More inclusive and comprehensive RCTs of screening for different cancers
in different ethnic groups may help resolve some of these dilemmas (for a
discussion of the dilemmas of difference, see King, 1992).
In addition to the possible confounding factors of clinical trials, there are
a variety of methodological and broader policy concerns that some raise
about evidence based medicine.
First, a general worry is that EMB will result in a “one-size-fits-all” approach
to setting standards of care. For example, universal screening for a disease
starting at some specific age, when individual assessment of risk may be
more appropriate. Many worry that EBM and policy will reduce the power
of clinicians to make decisions on a case-by-case basis. Moreover, perhaps
clinicians need to have their enthusiasms (occasionally) reined in by the evi-
dence. As the case of open biopsies, reported above, and cases of back
surgery discussed by Groopman (2007) make strikingly clear, the culture of
medicine may be such that clinicians are trained in a practice—a surgical
procedure, screening modality, or treatment—that may or may not have
evidential support of benefit versus other (perhaps less costly) options.

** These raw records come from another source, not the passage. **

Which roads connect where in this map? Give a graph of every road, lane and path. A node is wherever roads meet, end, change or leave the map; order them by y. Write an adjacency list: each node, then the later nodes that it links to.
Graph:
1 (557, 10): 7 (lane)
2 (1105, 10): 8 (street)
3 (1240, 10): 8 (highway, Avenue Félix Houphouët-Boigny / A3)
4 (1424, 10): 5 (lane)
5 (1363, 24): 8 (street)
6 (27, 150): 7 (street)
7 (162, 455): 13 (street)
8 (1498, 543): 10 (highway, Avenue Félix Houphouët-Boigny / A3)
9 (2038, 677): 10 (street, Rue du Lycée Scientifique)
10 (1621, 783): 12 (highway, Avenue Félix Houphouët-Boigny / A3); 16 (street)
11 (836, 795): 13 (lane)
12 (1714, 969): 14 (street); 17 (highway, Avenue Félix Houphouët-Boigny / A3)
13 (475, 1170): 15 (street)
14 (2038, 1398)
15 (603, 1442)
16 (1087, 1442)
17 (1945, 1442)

To avoid cases of bias, clinicians may occasionally need to have their practices
and choices “second guessed” by epidemiologists.
Second, some may fear that where EBM points to “low” or “gray areas”
of benefit, third-party insurers may not be willing to pay for screening or
other tests or treatments. This is a legitimate concern, but perhaps this is an
argument for, rather than against, more public and open communication
about exactly when screening is and is not effective. For instance, if a clinician
needs to justify a screening test by giving evidence of increased patient risk,
this may actually reduce unnecessary harm to the vast majority of patients
who would receive little individual benefit from such a test.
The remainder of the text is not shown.